From the records below, output exactly the lines running from the line containing "middle dip: (785, 782)" through the line containing "ring pip: (1270, 887)", and no others.
- - - - -
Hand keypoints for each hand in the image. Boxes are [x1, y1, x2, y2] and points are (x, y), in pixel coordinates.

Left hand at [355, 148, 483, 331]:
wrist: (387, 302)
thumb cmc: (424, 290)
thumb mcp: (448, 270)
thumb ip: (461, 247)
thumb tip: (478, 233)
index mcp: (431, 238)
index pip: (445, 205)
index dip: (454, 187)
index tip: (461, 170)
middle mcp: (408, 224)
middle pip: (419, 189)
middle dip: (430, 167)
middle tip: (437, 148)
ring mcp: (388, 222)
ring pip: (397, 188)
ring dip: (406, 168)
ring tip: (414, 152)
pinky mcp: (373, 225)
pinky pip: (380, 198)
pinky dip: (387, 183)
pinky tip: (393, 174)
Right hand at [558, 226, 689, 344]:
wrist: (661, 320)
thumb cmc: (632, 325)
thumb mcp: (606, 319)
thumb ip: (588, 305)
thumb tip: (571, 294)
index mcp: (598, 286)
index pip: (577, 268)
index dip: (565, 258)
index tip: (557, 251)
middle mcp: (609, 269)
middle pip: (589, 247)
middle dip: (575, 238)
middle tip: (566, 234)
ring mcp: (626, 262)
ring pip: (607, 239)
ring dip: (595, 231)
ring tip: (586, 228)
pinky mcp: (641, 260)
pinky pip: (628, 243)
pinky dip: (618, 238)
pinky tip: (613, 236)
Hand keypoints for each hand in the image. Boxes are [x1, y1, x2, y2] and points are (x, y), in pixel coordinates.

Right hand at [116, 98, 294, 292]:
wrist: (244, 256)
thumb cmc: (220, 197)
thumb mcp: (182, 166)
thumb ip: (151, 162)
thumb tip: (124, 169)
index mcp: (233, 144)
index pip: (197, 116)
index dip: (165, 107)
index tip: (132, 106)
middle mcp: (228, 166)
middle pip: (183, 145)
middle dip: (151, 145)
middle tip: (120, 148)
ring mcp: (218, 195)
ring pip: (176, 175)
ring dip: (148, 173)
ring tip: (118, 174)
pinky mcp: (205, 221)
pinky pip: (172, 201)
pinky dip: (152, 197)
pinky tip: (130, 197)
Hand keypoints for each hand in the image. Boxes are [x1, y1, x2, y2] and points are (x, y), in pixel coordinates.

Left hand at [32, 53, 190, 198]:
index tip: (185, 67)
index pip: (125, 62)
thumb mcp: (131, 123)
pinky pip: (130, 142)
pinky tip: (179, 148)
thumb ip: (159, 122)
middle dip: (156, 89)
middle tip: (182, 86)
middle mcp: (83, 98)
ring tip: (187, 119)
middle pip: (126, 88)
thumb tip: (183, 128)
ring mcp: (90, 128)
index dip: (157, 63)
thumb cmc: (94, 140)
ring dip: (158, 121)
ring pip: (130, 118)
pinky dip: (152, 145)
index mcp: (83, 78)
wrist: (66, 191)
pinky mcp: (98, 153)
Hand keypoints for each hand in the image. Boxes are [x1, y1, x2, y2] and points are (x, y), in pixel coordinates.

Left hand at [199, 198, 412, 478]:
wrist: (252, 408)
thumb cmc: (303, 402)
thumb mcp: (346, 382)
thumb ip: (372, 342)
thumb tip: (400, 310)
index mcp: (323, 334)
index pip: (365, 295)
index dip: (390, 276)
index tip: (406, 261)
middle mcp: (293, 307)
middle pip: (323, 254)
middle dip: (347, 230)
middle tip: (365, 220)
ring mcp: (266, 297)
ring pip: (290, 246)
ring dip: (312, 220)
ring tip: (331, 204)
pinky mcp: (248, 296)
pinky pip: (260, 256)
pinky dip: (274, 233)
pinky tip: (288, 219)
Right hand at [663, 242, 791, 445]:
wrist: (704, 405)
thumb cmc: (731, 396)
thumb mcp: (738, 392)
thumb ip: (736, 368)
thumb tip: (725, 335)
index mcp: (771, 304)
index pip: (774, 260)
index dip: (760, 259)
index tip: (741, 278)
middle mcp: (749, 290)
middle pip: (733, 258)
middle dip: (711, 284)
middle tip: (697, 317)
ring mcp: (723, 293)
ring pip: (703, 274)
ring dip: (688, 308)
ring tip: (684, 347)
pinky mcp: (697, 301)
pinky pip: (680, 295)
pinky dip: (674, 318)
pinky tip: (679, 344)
- - - - -
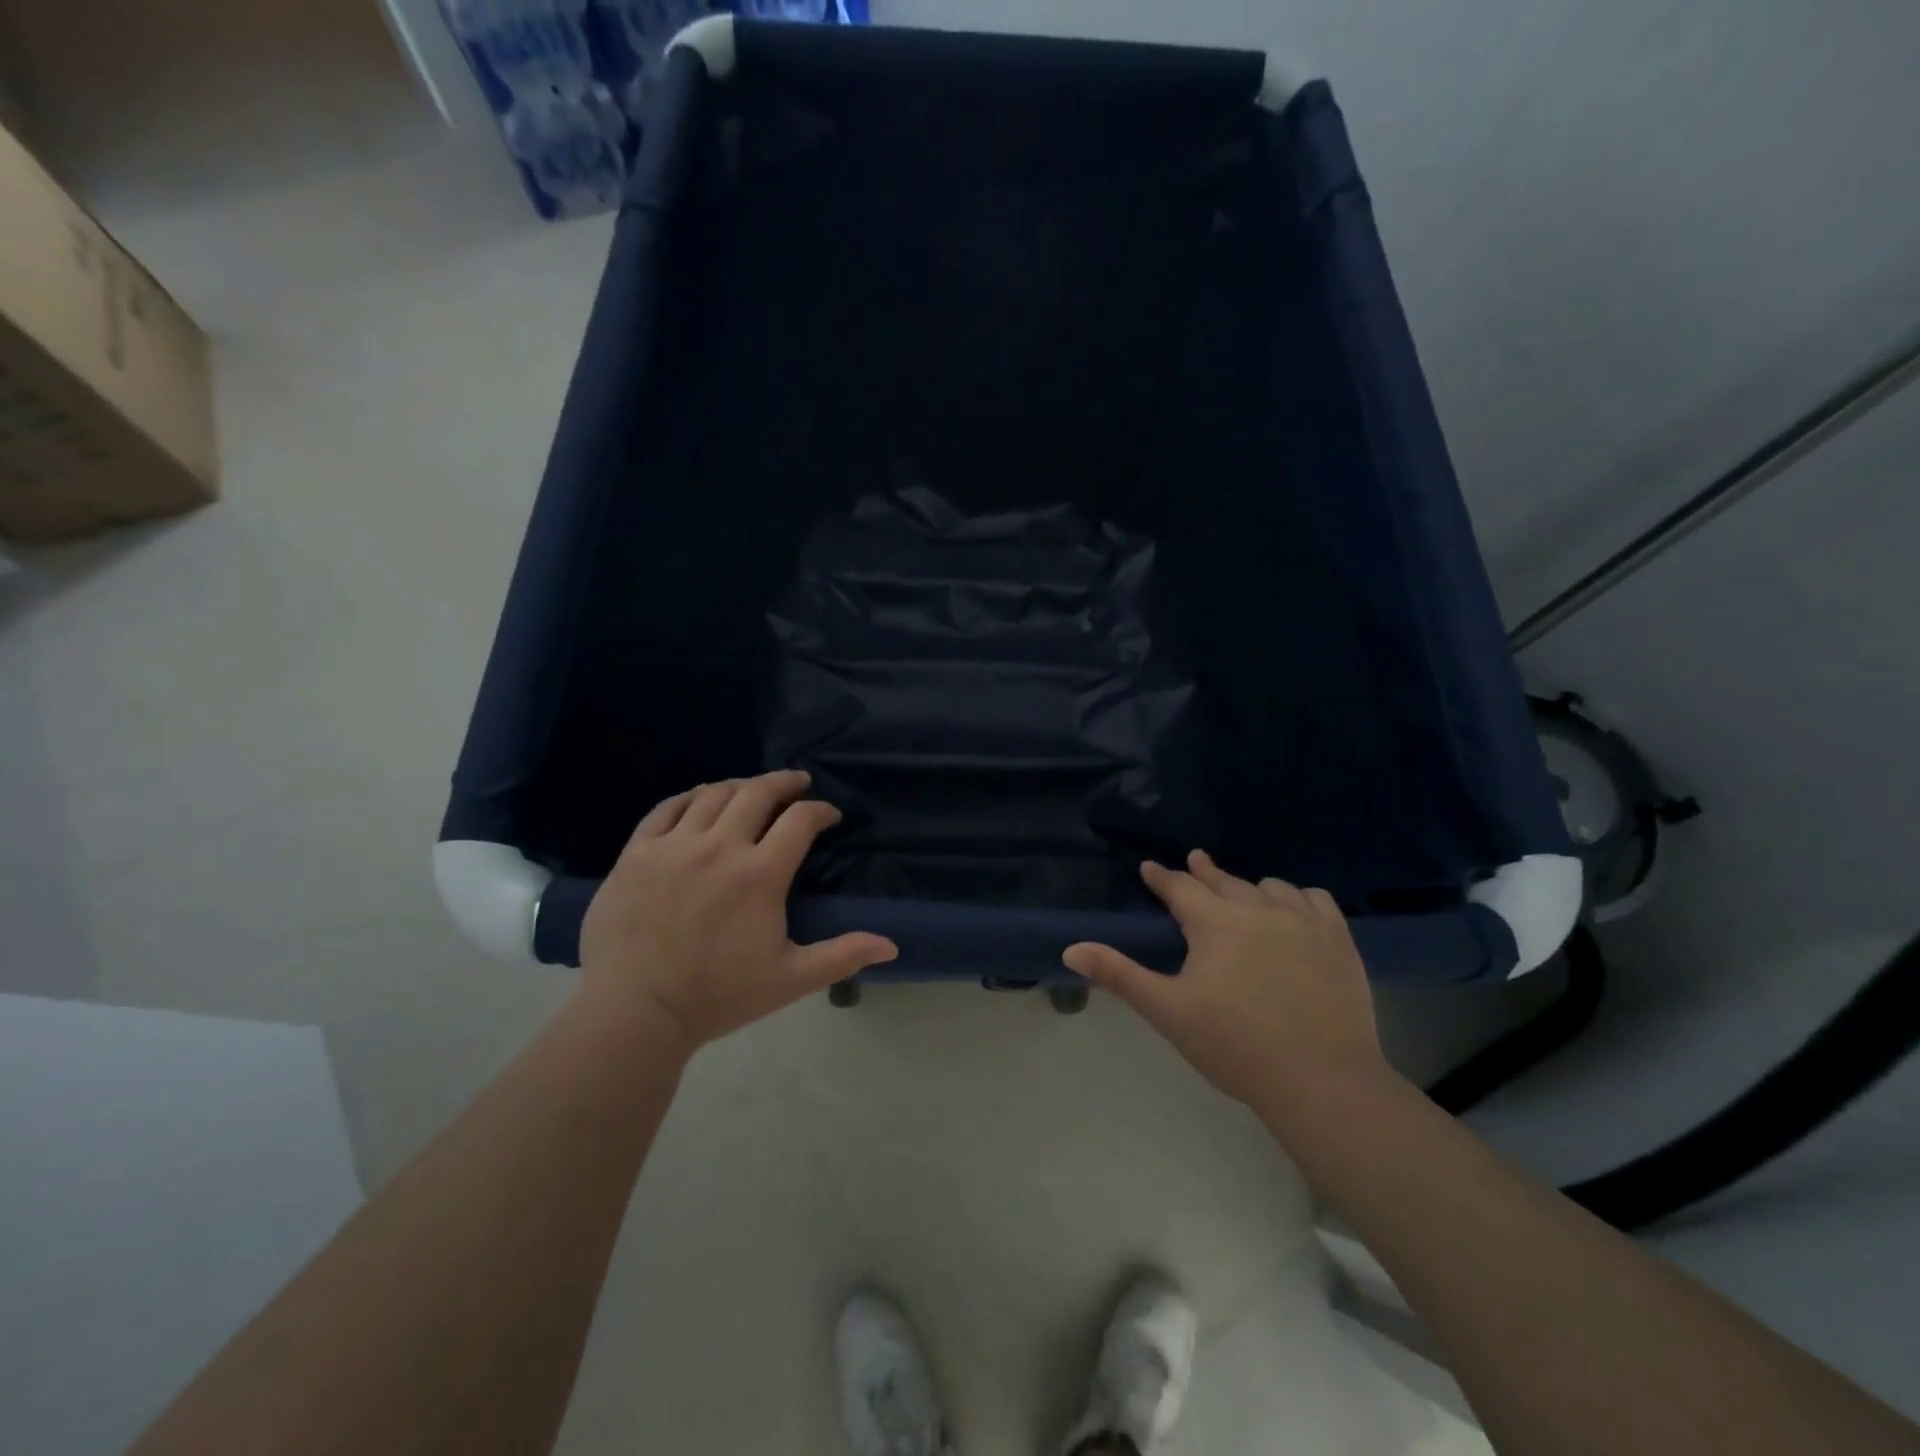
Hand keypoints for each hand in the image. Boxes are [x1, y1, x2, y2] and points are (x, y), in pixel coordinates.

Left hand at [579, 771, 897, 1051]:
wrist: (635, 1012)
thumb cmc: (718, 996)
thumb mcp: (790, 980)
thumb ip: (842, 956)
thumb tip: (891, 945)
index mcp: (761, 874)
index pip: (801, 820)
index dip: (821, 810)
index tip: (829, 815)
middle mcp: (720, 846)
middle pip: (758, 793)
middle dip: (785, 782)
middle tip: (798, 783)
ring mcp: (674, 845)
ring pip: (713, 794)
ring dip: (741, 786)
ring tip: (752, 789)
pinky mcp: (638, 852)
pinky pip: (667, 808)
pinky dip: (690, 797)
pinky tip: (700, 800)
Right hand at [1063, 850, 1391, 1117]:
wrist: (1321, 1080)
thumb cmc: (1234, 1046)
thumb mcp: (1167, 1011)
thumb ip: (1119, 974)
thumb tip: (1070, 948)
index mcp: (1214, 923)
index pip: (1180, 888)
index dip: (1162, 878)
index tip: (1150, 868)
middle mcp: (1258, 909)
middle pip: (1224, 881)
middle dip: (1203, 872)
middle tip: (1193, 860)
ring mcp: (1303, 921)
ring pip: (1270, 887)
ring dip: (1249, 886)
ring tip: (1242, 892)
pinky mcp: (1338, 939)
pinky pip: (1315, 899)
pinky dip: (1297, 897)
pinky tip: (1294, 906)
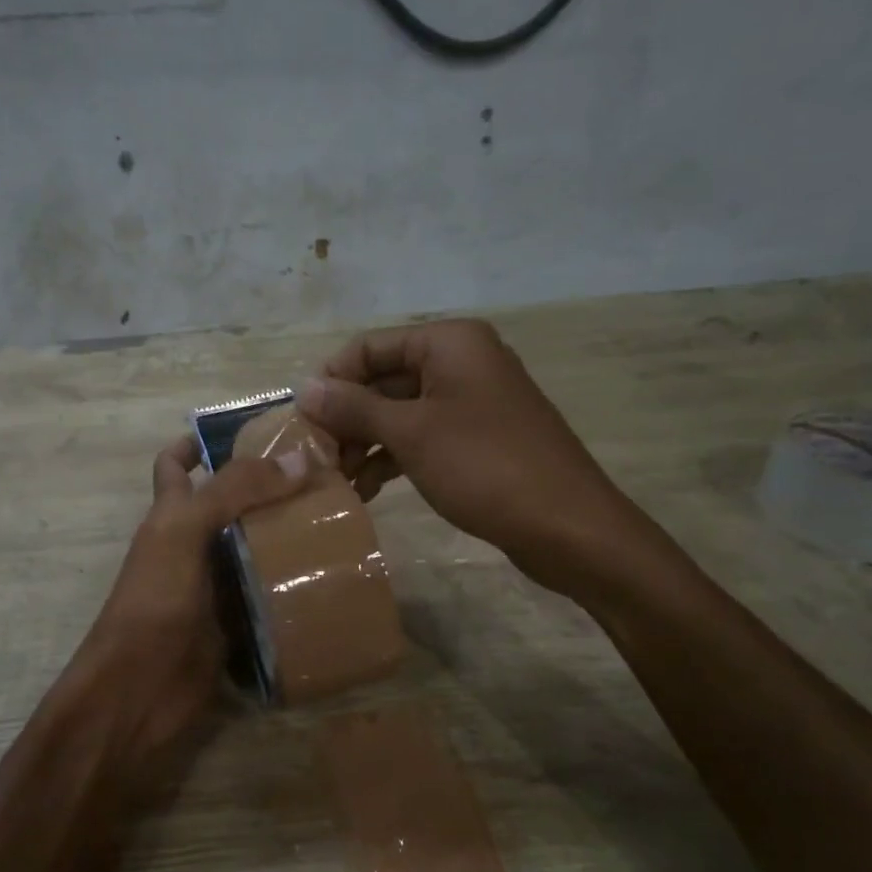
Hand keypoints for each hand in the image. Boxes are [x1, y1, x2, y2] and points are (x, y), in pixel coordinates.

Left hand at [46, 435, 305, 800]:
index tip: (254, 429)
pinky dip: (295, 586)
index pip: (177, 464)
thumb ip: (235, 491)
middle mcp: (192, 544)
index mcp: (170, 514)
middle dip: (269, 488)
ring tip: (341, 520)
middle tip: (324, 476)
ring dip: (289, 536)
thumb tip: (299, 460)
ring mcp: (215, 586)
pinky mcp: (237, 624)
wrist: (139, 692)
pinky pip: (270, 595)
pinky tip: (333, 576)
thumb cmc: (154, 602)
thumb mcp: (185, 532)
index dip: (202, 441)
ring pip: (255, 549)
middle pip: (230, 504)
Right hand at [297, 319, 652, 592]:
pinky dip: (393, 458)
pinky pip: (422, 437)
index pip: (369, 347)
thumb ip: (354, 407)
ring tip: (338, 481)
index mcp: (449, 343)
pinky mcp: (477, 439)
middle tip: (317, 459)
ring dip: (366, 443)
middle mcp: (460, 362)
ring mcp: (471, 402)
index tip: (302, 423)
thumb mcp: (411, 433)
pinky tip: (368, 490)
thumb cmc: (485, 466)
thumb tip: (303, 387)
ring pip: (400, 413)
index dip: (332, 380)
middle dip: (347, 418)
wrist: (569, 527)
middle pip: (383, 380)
- - - - -
**Task result**
middle dip: (785, 782)
middle tip: (798, 783)
ring mcp: (674, 845)
ring pip: (713, 794)
ring dip: (741, 786)
ring tip: (752, 789)
pinky mcp: (638, 852)
pinky pip: (667, 808)
pinky dip: (690, 797)
pinky tip: (700, 800)
Right hand at [1063, 850, 1391, 1117]:
wrist: (1321, 1080)
thumb cmc: (1234, 1046)
thumb mcp: (1167, 1011)
thumb ip: (1119, 974)
thumb tip: (1070, 948)
index mcp: (1214, 923)
index pip: (1180, 888)
index dip: (1162, 878)
index tip: (1150, 868)
middle mcp: (1258, 909)
middle pip: (1224, 881)
middle dip: (1203, 872)
middle tip: (1193, 860)
ring mcp: (1303, 921)
ring pip: (1270, 887)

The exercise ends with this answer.